Posted to commits@hive.apache.org by xu...@apache.org on 2015/09/16 21:18:32 UTC
[14/50] [abbrv] hive git commit: HIVE-11771: Parquet timestamp
conversion errors (Jimmy, reviewed by Szehon)
HIVE-11771: Parquet timestamp conversion errors (Jimmy, reviewed by Szehon)
Project: http://git-wip-us.apache.org/repos/asf/hive/repo
Commit: http://git-wip-us.apache.org/repos/asf/hive/commit/1e97b161
Tree: http://git-wip-us.apache.org/repos/asf/hive/tree/1e97b161
Diff: http://git-wip-us.apache.org/repos/asf/hive/diff/1e97b161
Branch: refs/heads/spark
Commit: 1e97b16181941f8c21684f4b7a4958b890ef7738
Parents: b1fffd5
Author: Jimmy Xiang <jx...@cloudera.com>
Authored: Wed Sep 9 13:26:06 2015 -0700
Committer: Jimmy Xiang <jx...@cloudera.com>
Committed: Sat Sep 12 14:43:14 2015 -0700
----------------------------------------------------------------------
.../ql/io/parquet/timestamp/NanoTimeUtils.java | 23 +++++++++---
.../serde/TestParquetTimestampUtils.java | 38 +++++++++++++++++++-
2 files changed, 56 insertions(+), 5 deletions(-)

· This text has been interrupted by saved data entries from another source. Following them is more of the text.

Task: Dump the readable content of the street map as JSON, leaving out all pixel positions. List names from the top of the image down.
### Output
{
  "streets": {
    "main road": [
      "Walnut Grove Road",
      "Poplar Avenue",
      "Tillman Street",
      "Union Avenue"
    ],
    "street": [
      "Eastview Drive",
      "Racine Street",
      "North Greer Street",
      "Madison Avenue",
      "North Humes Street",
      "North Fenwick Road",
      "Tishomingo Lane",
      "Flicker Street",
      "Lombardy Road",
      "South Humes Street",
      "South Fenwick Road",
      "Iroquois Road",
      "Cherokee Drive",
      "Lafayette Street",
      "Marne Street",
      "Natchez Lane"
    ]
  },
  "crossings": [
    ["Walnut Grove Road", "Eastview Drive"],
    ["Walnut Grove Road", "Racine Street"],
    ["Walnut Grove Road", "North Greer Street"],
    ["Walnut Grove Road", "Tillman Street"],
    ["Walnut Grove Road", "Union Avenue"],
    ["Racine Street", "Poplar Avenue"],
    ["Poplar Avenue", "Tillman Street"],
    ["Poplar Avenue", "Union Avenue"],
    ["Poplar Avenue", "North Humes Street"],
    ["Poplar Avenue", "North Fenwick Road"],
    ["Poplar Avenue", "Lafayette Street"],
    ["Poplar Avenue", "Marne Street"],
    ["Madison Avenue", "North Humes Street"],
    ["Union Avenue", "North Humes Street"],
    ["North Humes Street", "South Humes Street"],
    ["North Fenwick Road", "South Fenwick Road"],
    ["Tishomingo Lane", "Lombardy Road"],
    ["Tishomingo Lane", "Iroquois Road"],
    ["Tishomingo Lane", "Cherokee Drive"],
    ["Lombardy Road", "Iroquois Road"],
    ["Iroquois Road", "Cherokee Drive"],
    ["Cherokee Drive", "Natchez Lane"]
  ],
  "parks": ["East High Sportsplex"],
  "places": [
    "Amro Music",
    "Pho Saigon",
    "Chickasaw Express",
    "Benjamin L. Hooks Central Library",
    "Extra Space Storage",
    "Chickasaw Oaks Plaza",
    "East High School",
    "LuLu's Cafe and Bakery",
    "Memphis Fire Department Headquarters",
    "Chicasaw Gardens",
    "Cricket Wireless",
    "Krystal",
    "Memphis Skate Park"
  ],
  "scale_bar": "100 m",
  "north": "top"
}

----------------------------------------------------------------------
http://git-wip-us.apache.org/repos/asf/hive/blob/1e97b161/ql/src/java/org/apache/hadoop/hive/ql/io/parquet/timestamp/NanoTimeUtils.java
----------------------------------------------------------------------
diff --git a/ql/src/java/org/apache/hadoop/hive/ql/io/parquet/timestamp/NanoTimeUtils.java b/ql/src/java/org/apache/hadoop/hive/ql/io/parquet/timestamp/NanoTimeUtils.java
index 59c9b4a..aace48e 100644
--- a/ql/src/java/org/apache/hadoop/hive/ql/io/parquet/timestamp/NanoTimeUtils.java
+++ b/ql/src/java/org/apache/hadoop/hive/ql/io/parquet/timestamp/NanoTimeUtils.java
@@ -15,6 +15,7 @@ package org.apache.hadoop.hive.ql.io.parquet.timestamp;
import java.sql.Timestamp;
import java.util.Calendar;
+import java.util.GregorianCalendar;
import java.util.TimeZone;
import java.util.concurrent.TimeUnit;
@@ -28,6 +29,7 @@ public class NanoTimeUtils {
static final long NANOS_PER_HOUR = TimeUnit.HOURS.toNanos(1);
static final long NANOS_PER_MINUTE = TimeUnit.MINUTES.toNanos(1);
static final long NANOS_PER_SECOND = TimeUnit.SECONDS.toNanos(1);
+ static final long NANOS_PER_DAY = TimeUnit.DAYS.toNanos(1);
private static final ThreadLocal<Calendar> parquetGMTCalendar = new ThreadLocal<Calendar>();
private static final ThreadLocal<Calendar> parquetLocalCalendar = new ThreadLocal<Calendar>();
@@ -48,14 +50,20 @@ public class NanoTimeUtils {
}
private static Calendar getCalendar(boolean skipConversion) {
- return skipConversion ? getLocalCalendar() : getGMTCalendar();
+ Calendar calendar = skipConversion ? getLocalCalendar() : getGMTCalendar();
+ calendar.clear(); // Reset all fields before reusing this instance
+ return calendar;
}
public static NanoTime getNanoTime(Timestamp ts, boolean skipConversion) {
Calendar calendar = getCalendar(skipConversion);
calendar.setTime(ts);
- JDateTime jDateTime = new JDateTime(calendar.get(Calendar.YEAR),
+ int year = calendar.get(Calendar.YEAR);
+ if (calendar.get(Calendar.ERA) == GregorianCalendar.BC) {
+ year = 1 - year;
+ }
+ JDateTime jDateTime = new JDateTime(year,
calendar.get(Calendar.MONTH) + 1, //java calendar index starting at 1.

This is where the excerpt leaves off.